→ TRY IT
Below is a listing. Copy each line of it that holds the word "points".

→ WORKING DATA
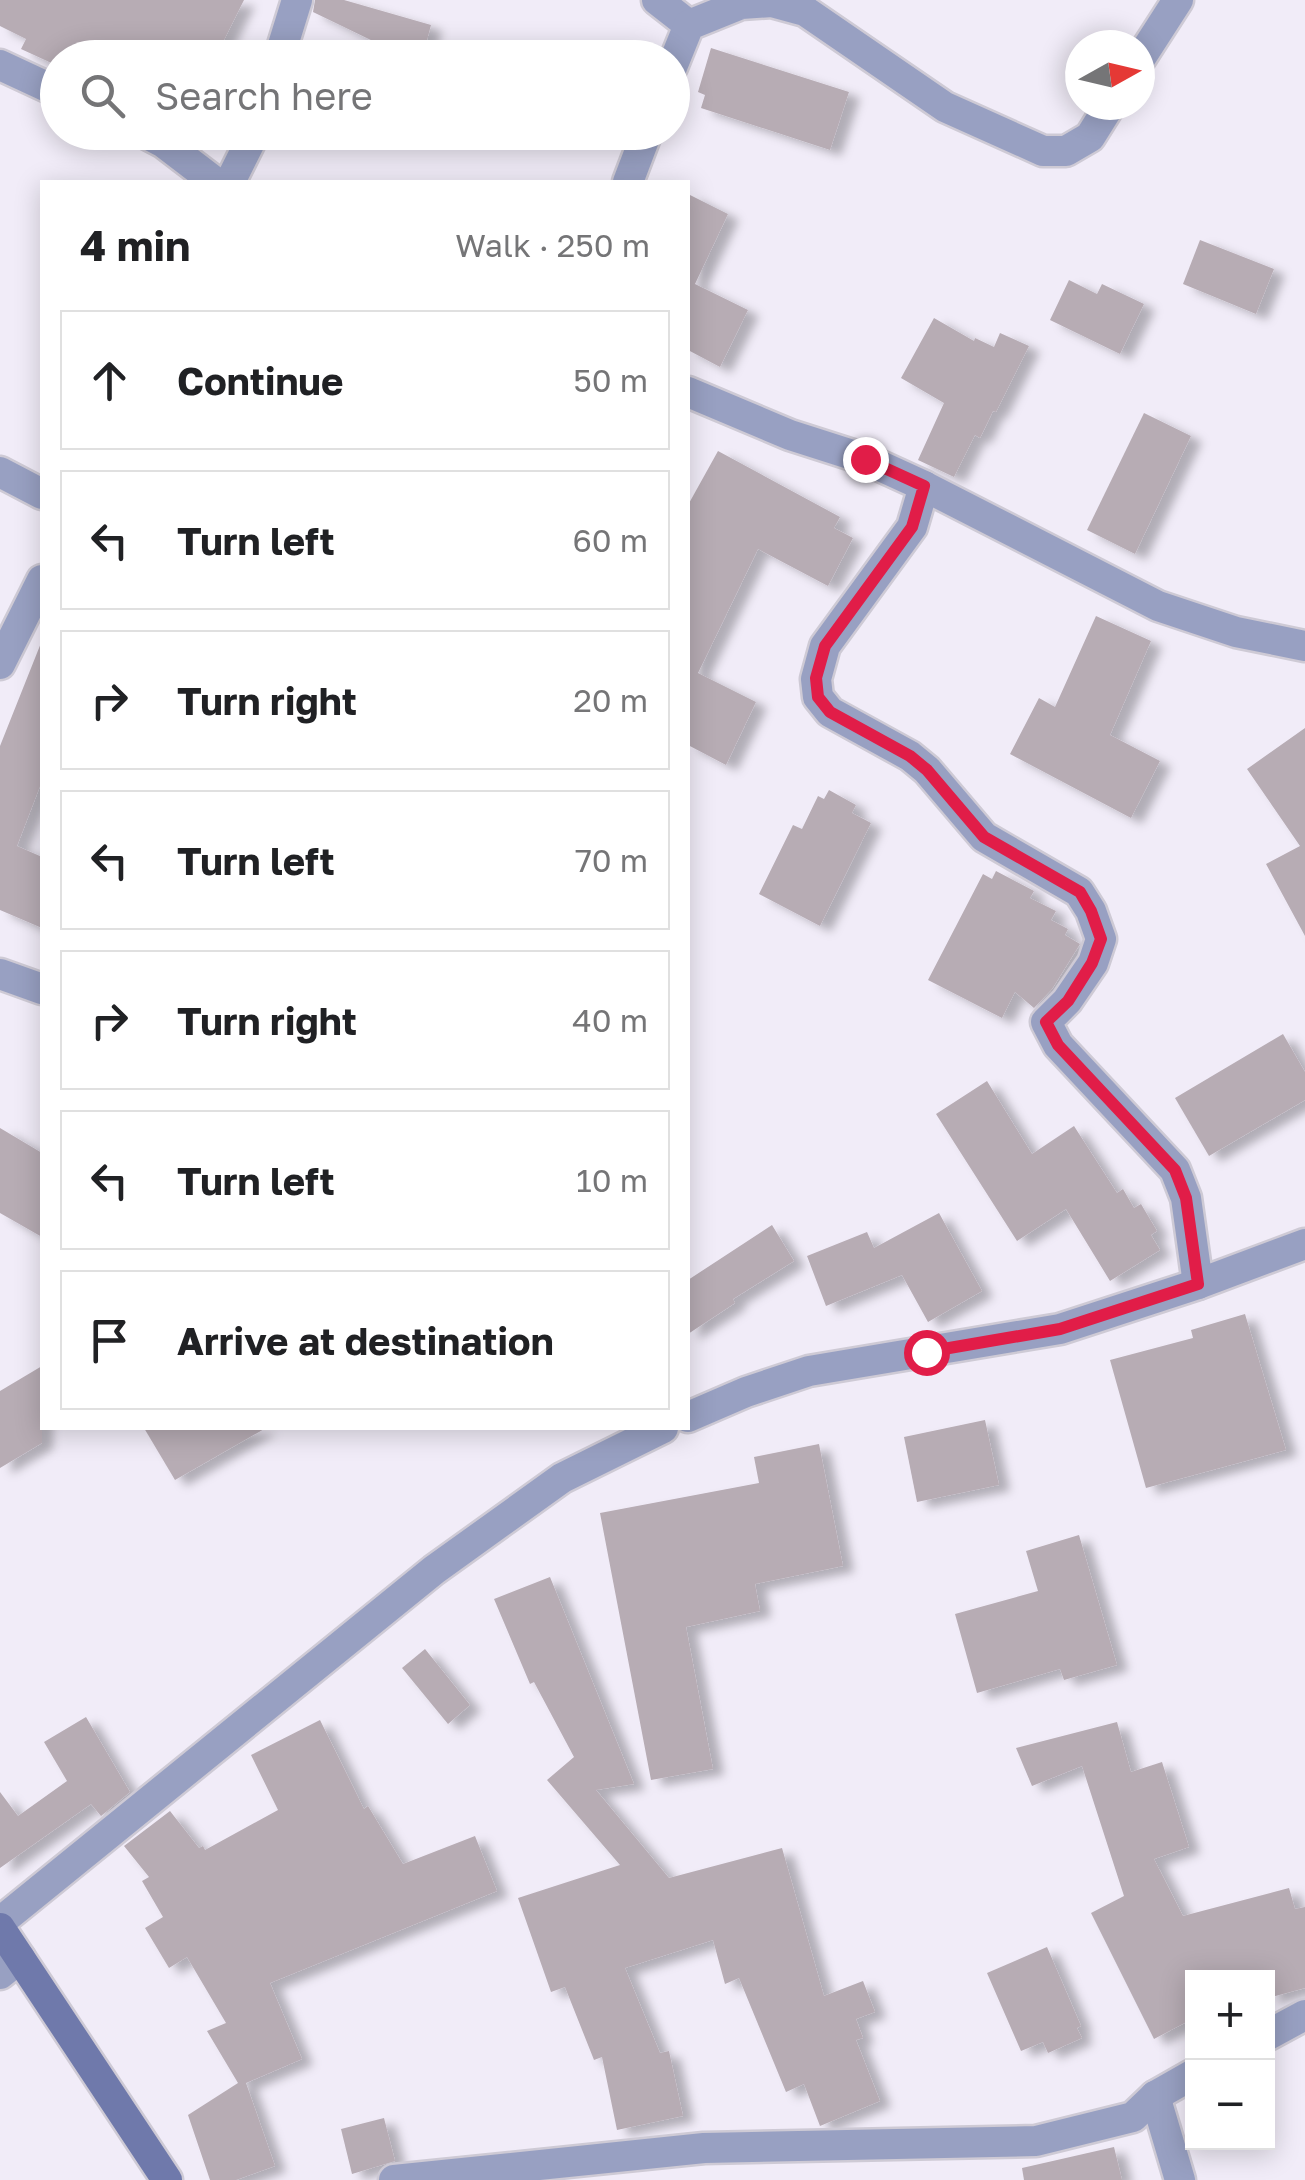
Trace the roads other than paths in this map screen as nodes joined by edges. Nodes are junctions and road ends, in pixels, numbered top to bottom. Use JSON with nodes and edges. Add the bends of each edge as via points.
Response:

--

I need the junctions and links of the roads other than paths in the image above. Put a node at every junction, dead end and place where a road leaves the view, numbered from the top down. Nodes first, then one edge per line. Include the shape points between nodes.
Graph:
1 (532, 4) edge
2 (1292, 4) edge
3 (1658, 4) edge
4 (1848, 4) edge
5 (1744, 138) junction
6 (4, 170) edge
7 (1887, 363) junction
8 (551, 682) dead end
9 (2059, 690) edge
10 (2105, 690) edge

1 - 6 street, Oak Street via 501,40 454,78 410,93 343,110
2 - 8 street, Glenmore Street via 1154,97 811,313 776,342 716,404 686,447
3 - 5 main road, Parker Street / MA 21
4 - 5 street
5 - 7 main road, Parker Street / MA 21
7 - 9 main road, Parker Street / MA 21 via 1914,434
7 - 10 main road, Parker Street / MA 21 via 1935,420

==

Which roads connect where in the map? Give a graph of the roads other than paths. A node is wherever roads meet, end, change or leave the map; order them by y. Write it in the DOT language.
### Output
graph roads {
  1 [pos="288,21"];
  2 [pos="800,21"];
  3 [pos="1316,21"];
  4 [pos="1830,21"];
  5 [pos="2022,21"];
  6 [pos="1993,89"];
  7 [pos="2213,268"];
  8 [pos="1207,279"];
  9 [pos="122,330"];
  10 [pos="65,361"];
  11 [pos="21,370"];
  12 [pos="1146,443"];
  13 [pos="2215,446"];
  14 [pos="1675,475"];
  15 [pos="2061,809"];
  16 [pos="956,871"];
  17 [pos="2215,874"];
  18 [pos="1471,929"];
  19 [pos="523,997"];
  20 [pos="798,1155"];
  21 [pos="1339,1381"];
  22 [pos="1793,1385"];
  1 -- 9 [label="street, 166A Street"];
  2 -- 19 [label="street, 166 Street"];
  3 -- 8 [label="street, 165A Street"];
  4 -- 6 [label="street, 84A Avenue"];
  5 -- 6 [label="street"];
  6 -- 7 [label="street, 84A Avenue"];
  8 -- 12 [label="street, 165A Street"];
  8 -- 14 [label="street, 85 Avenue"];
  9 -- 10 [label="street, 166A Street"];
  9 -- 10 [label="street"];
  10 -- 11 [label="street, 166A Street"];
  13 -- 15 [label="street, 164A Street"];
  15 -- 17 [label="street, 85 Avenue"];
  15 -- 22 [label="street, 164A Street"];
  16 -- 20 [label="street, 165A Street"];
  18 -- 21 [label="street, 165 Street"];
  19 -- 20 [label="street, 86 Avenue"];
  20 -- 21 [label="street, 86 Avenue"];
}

→ ANSWER TO THIS PROBLEM
Trace the roads other than paths in this map screen as nodes joined by edges. Nodes are junctions and road ends, in pixels, numbered top to bottom. Use JSON with nodes and edges. Add the bends of each edge as via points.
I need the junctions and links of the roads other than paths in the image above. Put a node at every junction, dead end and place where a road leaves the view, numbered from the top down. Nodes first, then one edge per line. Include the shape points between nodes.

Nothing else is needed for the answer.